(Data shown)
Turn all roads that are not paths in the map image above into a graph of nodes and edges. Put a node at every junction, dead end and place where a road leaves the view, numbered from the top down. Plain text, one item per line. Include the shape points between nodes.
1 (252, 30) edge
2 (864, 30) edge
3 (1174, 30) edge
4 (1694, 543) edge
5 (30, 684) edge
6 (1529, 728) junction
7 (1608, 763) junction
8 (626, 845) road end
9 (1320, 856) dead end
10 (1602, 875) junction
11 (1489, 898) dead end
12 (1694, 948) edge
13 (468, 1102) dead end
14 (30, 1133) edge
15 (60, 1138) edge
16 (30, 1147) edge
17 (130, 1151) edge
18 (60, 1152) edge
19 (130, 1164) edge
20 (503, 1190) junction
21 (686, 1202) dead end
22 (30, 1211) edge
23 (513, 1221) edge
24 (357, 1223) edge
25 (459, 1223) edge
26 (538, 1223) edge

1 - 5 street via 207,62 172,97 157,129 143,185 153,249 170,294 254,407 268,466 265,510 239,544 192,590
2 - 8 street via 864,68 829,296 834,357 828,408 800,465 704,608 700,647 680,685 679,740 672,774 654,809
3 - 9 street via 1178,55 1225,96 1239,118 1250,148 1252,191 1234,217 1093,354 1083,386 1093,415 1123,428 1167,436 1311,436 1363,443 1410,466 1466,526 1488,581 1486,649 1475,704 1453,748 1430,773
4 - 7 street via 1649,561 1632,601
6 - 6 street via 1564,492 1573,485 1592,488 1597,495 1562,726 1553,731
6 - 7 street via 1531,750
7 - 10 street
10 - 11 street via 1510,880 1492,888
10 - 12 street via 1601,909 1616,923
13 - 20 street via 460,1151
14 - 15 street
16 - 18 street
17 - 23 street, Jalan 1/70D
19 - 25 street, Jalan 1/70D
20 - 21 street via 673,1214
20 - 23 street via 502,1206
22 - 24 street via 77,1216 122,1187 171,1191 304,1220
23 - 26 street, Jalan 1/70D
(End Data shown)
> [Assignment]
Each line of the entries holding the string "road" should be found and copied.

> [Solution]
Turn all roads that are not paths in the map image above into a graph of nodes and edges. Put a node at every junction, dead end and place where a road leaves the view, numbered from the top down. Plain text, one item per line. Include the shape points between nodes.
8 (626, 845) road end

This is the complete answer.